(Collected data entries)
# # # # # # #

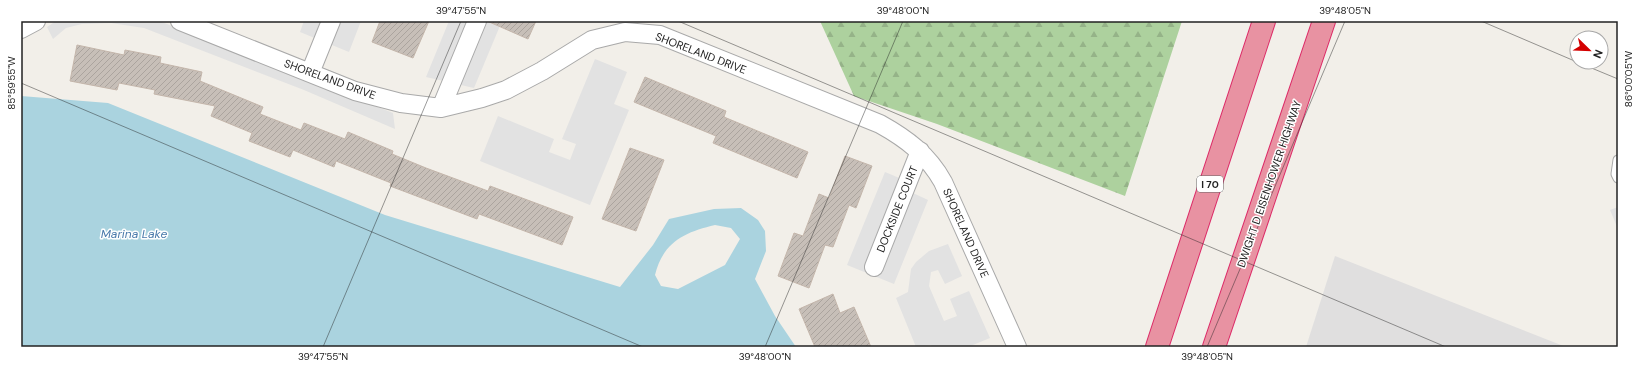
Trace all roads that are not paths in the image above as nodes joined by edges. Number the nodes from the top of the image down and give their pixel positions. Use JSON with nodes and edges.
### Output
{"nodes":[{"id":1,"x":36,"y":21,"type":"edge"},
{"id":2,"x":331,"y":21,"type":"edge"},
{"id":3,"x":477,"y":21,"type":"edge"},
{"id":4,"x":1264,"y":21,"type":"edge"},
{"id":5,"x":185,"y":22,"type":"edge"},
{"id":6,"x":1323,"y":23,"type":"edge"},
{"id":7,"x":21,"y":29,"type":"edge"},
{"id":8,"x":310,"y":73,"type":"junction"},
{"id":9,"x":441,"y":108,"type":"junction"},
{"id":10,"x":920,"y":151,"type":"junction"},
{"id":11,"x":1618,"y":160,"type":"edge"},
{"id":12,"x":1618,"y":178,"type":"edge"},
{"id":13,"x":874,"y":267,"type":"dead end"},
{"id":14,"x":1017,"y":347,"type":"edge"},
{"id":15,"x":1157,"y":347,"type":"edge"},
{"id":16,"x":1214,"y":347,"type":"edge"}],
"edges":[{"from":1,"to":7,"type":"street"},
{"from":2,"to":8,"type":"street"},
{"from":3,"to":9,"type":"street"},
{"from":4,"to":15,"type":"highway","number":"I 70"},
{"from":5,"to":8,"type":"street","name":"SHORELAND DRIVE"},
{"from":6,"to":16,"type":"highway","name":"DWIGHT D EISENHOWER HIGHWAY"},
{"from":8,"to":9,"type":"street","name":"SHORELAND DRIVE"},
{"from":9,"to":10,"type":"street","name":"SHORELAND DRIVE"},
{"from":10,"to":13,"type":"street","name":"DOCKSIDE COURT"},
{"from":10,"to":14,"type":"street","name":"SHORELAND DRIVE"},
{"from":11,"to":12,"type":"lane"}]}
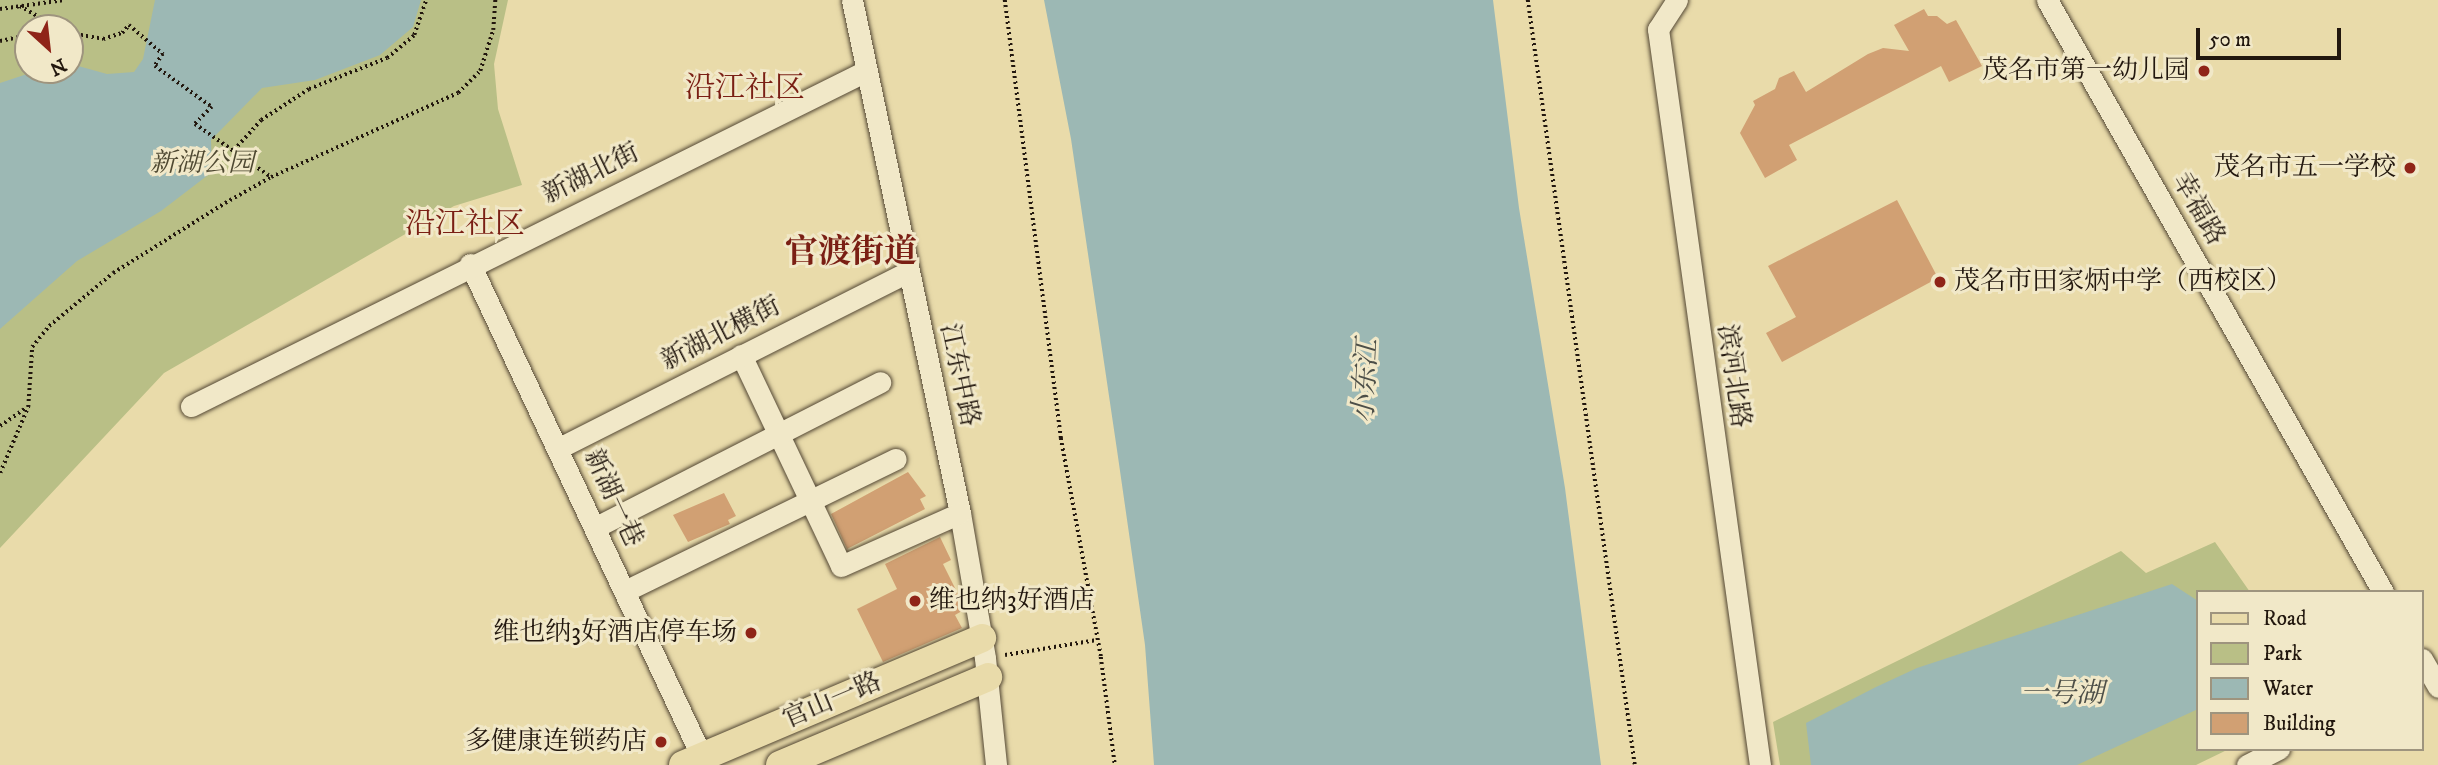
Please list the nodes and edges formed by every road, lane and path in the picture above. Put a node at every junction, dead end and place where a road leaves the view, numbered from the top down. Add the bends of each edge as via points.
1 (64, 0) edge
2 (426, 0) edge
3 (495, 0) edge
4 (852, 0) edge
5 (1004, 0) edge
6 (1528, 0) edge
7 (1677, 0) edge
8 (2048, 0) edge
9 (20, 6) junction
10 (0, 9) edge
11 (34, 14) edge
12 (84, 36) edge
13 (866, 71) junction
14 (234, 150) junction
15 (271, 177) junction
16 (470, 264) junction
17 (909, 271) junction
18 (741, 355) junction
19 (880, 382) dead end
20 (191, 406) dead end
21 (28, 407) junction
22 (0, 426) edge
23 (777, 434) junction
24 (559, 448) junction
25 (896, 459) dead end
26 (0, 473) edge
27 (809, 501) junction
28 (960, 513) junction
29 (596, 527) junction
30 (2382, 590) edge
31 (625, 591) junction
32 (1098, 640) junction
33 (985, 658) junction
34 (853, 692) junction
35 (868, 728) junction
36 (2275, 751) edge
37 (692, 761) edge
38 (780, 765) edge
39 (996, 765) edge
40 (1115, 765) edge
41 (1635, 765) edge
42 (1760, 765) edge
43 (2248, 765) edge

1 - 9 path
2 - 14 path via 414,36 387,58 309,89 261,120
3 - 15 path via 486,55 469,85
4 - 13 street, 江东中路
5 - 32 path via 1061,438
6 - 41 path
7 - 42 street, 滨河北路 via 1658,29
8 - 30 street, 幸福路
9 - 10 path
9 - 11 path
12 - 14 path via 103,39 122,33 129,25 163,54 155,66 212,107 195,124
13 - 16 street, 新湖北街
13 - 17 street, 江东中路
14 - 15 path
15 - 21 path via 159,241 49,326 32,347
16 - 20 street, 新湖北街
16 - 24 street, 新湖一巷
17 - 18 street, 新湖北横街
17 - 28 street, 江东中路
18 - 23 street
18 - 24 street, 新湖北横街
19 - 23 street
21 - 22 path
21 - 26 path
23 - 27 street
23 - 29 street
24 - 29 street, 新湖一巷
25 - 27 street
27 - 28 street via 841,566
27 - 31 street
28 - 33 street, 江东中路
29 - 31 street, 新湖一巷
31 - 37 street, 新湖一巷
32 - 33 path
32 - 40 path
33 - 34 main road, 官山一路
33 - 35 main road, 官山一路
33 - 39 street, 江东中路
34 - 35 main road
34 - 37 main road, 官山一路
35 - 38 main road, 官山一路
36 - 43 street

# # # # # # #

Repeat the data exactly, excluding the pictures.

Trace all roads that are not paths in the image above as nodes joined by edges. Number the nodes from the top of the image down and give their pixel positions. Use JSON with nodes and edges.
### Output
{"nodes":[{"id":1,"x":36,"y":21,"type":"edge"},
{"id":2,"x":331,"y":21,"type":"edge"},
{"id":3,"x":477,"y":21,"type":"edge"},
{"id":4,"x":1264,"y":21,"type":"edge"},
{"id":5,"x":185,"y":22,"type":"edge"},
{"id":6,"x":1323,"y":23,"type":"edge"},
{"id":7,"x":21,"y":29,"type":"edge"},
{"id":8,"x":310,"y":73,"type":"junction"},
{"id":9,"x":441,"y":108,"type":"junction"},
{"id":10,"x":920,"y":151,"type":"junction"},
{"id":11,"x":1618,"y":160,"type":"edge"},
{"id":12,"x":1618,"y":178,"type":"edge"},
{"id":13,"x":874,"y":267,"type":"dead end"},
{"id":14,"x":1017,"y":347,"type":"edge"},
{"id":15,"x":1157,"y":347,"type":"edge"},
{"id":16,"x":1214,"y":347,"type":"edge"}],
"edges":[{"from":1,"to":7,"type":"street"},
{"from":2,"to":8,"type":"street"},
{"from":3,"to":9,"type":"street"},
{"from":4,"to":15,"type":"highway","number":"I 70"},
{"from":5,"to":8,"type":"street","name":"SHORELAND DRIVE"},
{"from":6,"to":16,"type":"highway","name":"DWIGHT D EISENHOWER HIGHWAY"},
{"from":8,"to":9,"type":"street","name":"SHORELAND DRIVE"},
{"from":9,"to":10,"type":"street","name":"SHORELAND DRIVE"},
{"from":10,"to":13,"type":"street","name":"DOCKSIDE COURT"},
{"from":10,"to":14,"type":"street","name":"SHORELAND DRIVE"},
{"from":11,"to":12,"type":"lane"}]}
Please list the nodes and edges formed by every road, lane and path in the picture above. Put a node at every junction, dead end and place where a road leaves the view, numbered from the top down. Add the bends of each edge as via points.
1 (64, 0) edge
2 (426, 0) edge
3 (495, 0) edge
4 (852, 0) edge
5 (1004, 0) edge
6 (1528, 0) edge
7 (1677, 0) edge
8 (2048, 0) edge
9 (20, 6) junction
10 (0, 9) edge
11 (34, 14) edge
12 (84, 36) edge
13 (866, 71) junction
14 (234, 150) junction
15 (271, 177) junction
16 (470, 264) junction
17 (909, 271) junction
18 (741, 355) junction
19 (880, 382) dead end
20 (191, 406) dead end
21 (28, 407) junction
22 (0, 426) edge
23 (777, 434) junction
24 (559, 448) junction
25 (896, 459) dead end
26 (0, 473) edge
27 (809, 501) junction
28 (960, 513) junction
29 (596, 527) junction
30 (2382, 590) edge
31 (625, 591) junction
32 (1098, 640) junction
33 (985, 658) junction
34 (853, 692) junction
35 (868, 728) junction
36 (2275, 751) edge
37 (692, 761) edge
38 (780, 765) edge
39 (996, 765) edge
40 (1115, 765) edge
41 (1635, 765) edge
42 (1760, 765) edge
43 (2248, 765) edge

1 - 9 path
2 - 14 path via 414,36 387,58 309,89 261,120
3 - 15 path via 486,55 469,85
4 - 13 street, 江东中路
5 - 32 path via 1061,438
6 - 41 path
7 - 42 street, 滨河北路 via 1658,29
8 - 30 street, 幸福路
9 - 10 path
9 - 11 path
12 - 14 path via 103,39 122,33 129,25 163,54 155,66 212,107 195,124
13 - 16 street, 新湖北街
13 - 17 street, 江东中路
14 - 15 path
15 - 21 path via 159,241 49,326 32,347
16 - 20 street, 新湖北街
16 - 24 street, 新湖一巷
17 - 18 street, 新湖北横街
17 - 28 street, 江东中路
18 - 23 street
18 - 24 street, 新湖北横街
19 - 23 street
21 - 22 path
21 - 26 path
23 - 27 street
23 - 29 street
24 - 29 street, 新湖一巷
25 - 27 street
27 - 28 street via 841,566
27 - 31 street
28 - 33 street, 江东中路
29 - 31 street, 新湖一巷
31 - 37 street, 新湖一巷
32 - 33 path
32 - 40 path
33 - 34 main road, 官山一路
33 - 35 main road, 官山一路
33 - 39 street, 江东中路
34 - 35 main road
34 - 37 main road, 官山一路
35 - 38 main road, 官山一路
36 - 43 street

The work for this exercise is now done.